Task directions: Leave the pictures out. Return all other data exactly.

Material provided section start

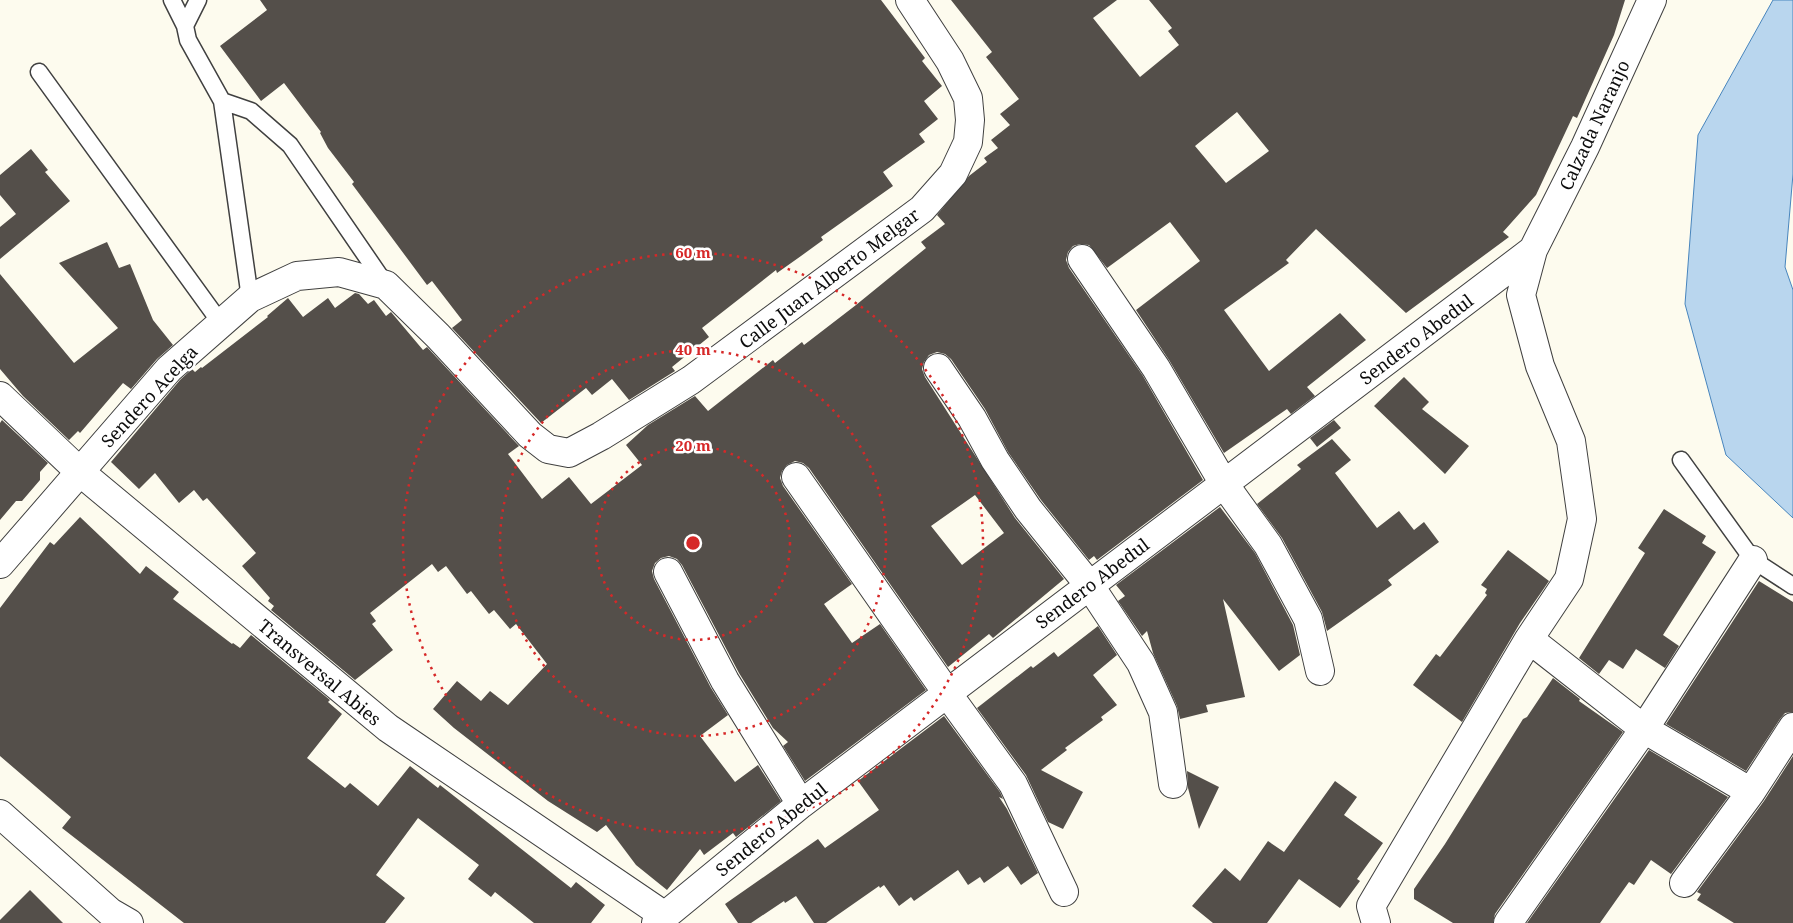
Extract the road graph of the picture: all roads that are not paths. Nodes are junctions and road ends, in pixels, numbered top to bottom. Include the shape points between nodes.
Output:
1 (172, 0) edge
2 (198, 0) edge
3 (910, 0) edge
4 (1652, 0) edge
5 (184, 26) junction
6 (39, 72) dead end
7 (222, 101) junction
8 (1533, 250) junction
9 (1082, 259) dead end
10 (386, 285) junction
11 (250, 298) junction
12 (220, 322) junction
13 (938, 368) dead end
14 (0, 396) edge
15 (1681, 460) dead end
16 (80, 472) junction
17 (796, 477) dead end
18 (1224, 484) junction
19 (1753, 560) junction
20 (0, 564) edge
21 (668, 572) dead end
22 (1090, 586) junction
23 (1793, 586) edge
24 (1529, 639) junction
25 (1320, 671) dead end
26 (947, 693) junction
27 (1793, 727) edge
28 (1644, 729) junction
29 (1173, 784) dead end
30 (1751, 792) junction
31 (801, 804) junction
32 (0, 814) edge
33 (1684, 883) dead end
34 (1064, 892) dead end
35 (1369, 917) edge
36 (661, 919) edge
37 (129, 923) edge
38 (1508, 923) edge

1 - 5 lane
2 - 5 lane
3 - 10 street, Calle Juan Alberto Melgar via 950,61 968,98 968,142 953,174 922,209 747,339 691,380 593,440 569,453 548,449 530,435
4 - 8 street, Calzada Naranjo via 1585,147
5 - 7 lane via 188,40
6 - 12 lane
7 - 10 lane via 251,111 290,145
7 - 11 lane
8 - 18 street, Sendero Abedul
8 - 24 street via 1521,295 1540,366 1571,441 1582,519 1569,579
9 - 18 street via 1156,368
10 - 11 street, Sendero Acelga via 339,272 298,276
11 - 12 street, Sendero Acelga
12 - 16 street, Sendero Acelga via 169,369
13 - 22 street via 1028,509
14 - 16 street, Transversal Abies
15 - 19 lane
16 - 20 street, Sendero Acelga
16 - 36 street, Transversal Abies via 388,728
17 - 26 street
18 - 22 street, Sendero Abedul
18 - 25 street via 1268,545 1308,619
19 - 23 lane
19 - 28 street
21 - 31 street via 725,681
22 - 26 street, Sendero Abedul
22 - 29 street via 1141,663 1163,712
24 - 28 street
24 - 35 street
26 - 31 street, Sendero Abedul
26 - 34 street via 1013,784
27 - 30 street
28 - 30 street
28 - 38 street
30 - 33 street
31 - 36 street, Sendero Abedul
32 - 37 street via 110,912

Material provided section end

Response to this exercise:
Extract the road graph of the picture: all roads that are not paths. Nodes are junctions and road ends, in pixels, numbered top to bottom. Include the shape points between nodes.
Output:
1 (172, 0) edge
2 (198, 0) edge
3 (910, 0) edge
4 (1652, 0) edge
5 (184, 26) junction
6 (39, 72) dead end
7 (222, 101) junction
8 (1533, 250) junction
9 (1082, 259) dead end
10 (386, 285) junction
11 (250, 298) junction
12 (220, 322) junction
13 (938, 368) dead end
14 (0, 396) edge
15 (1681, 460) dead end
16 (80, 472) junction
17 (796, 477) dead end
18 (1224, 484) junction
19 (1753, 560) junction
20 (0, 564) edge
21 (668, 572) dead end
22 (1090, 586) junction
23 (1793, 586) edge
24 (1529, 639) junction
25 (1320, 671) dead end
26 (947, 693) junction
27 (1793, 727) edge
28 (1644, 729) junction
29 (1173, 784) dead end
30 (1751, 792) junction
31 (801, 804) junction
32 (0, 814) edge
33 (1684, 883) dead end
34 (1064, 892) dead end
35 (1369, 917) edge
36 (661, 919) edge
37 (129, 923) edge
38 (1508, 923) edge

1 - 5 lane
2 - 5 lane
3 - 10 street, Calle Juan Alberto Melgar via 950,61 968,98 968,142 953,174 922,209 747,339 691,380 593,440 569,453 548,449 530,435
4 - 8 street, Calzada Naranjo via 1585,147
5 - 7 lane via 188,40
6 - 12 lane
7 - 10 lane via 251,111 290,145
7 - 11 lane
8 - 18 street, Sendero Abedul
8 - 24 street via 1521,295 1540,366 1571,441 1582,519 1569,579
9 - 18 street via 1156,368
10 - 11 street, Sendero Acelga via 339,272 298,276
11 - 12 street, Sendero Acelga
12 - 16 street, Sendero Acelga via 169,369
13 - 22 street via 1028,509
14 - 16 street, Transversal Abies
15 - 19 lane
16 - 20 street, Sendero Acelga
16 - 36 street, Transversal Abies via 388,728
17 - 26 street
18 - 22 street, Sendero Abedul
18 - 25 street via 1268,545 1308,619
19 - 23 lane
19 - 28 street
21 - 31 street via 725,681
22 - 26 street, Sendero Abedul
22 - 29 street via 1141,663 1163,712
24 - 28 street
24 - 35 street
26 - 31 street, Sendero Abedul
26 - 34 street via 1013,784
27 - 30 street
28 - 30 street
28 - 38 street
30 - 33 street
31 - 36 street, Sendero Abedul
32 - 37 street via 110,912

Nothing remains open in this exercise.